A few days ago I mustered courage to ask a guard if I could have a spoon. “Well, how many chopsticks have you given me?” he answered sarcastically. But then, with a dramatic turn toward the chief warden, he said, “Let’s get this guy a spoon!” I did get one. Why? I’m not sure. Perhaps to mollify a potential troublemaker? Anyway they called it a “free spoon.” 

The Center’s policies are worth analyzing. What would be the reason for withholding toilet paper and spoons? Why stipulate that sharing and lending are prohibited? Primo Levi, writing about his survival of the Holocaust in The Drowned and the Saved, describes riding in a boxcar that was headed for the death camps at Auschwitz in February 1944. The passengers were given nothing, not even water or toilets. Extreme thirst, Levi writes, was far worse than the cold. Having to relieve oneself in public was cruelly humiliating. Lacking utensils, people had to eat as animals do. In a chapter called “Useless Violence,” Levi asks why the Nazi regime designed such conditions. Was the punishment really useless? One might call it “gratuitous,” but it was not, I think, useless. The purpose was to grind people down to a semi-human condition and mentality.

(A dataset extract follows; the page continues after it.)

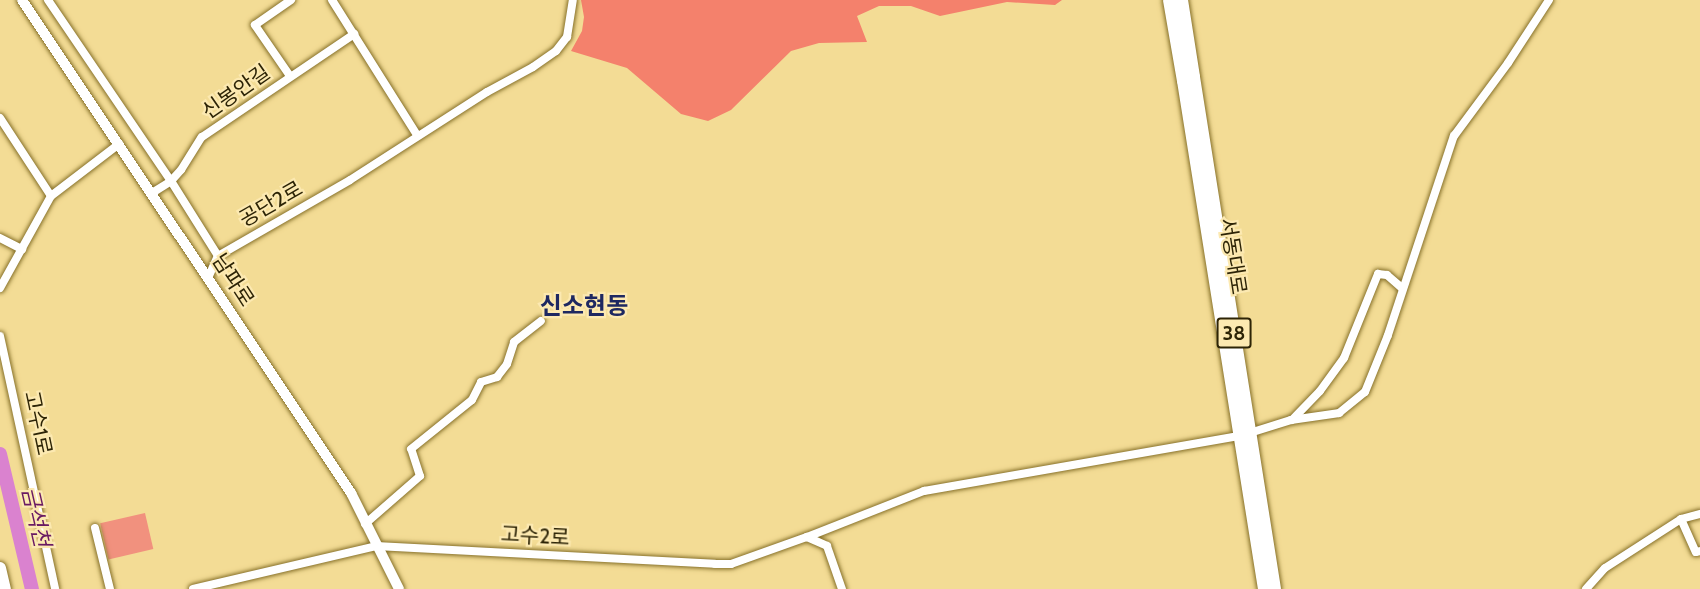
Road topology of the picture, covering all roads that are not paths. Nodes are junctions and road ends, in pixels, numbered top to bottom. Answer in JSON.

It is the same at our Center, whose regimen can be explained only as an intentional reduction of people to animals, without dignity and without shame. The word “torture” comes from the Latin torquere “to twist,” and our Center has its repertoire of twisting techniques. People are forced to choose between the humiliation of washing their anuses by hand in public and committing the even greater “crime” of stealing toilet paper, between eating cooked turnip by hand or committing the offense of borrowing a spoon. 

Aside from these standard devices, the principle “degrade as necessary” is available to the guards for use however they may see fit. A few days ago I saw a female detainee going through check-in. She was surrounded by four or five policewomen who demanded that she unbutton her blouse and undo her bra. This exposed her naked breasts to full view in a public area. The police barked at her when they found a few pieces of toilet paper hidden in her bra. 

The chief warden’s sermons depict everything as the detainee’s fault: “You don’t have any money, but you still insist on shitting….” The authorities strip you, piece by piece, of the layers of civilization that clothe you. You, who had walked on two legs, now begin to bend, to prostrate yourself, to crawl.

Are these gratuitous humiliations really “useless”? Hardly. The goal is to break a person’s will, because a person of broken will is easier to manipulate, and our Center is therefore easier to run. And there is an added benefit: the wardens are, after all, human beings, born with consciences, and it can be psychologically stressful for them to have to “twist” other human beings. But if the others are less than human beings? Only semi-human? It is easier.

A question remains: What can an inmate do to defend against the humiliation? Perhaps people who have already been reduced to a semi-bestial condition suffer least in detention centers. Not long ago the Chinese media carried a story about a destitute old man who committed theft in broad daylight so that he would be detained; for him, boiled turnips and humiliation were better than nothing at all. But his is an unusual case.

Liu Renwang, a truck driver from Lüliang city in Shanxi province, spent five years in prison before his conviction was overturned. After his release, he showed friends some vivid sketches that he had made in prison, of scenes of “extracting confession by torture.” It was his own torture that he was sketching. Is it possible that, while undergoing the torture, he was imagining himself as merely collecting cartoon material? Perhaps to be used some day to win six million yuan in damages from the authorities? Such thoughts might at least have helped block out the unbearable thought that what was happening to him was useful to someone.

For most detainees, psychological defense mechanisms can be useful. Fantasy, for example. When given no alternative but to defecate in full public view, you can fantasize that you are a peacock, flaunting your tail, basking in the admiring gaze of others. This may not bring happiness, but it helps to mute humiliation.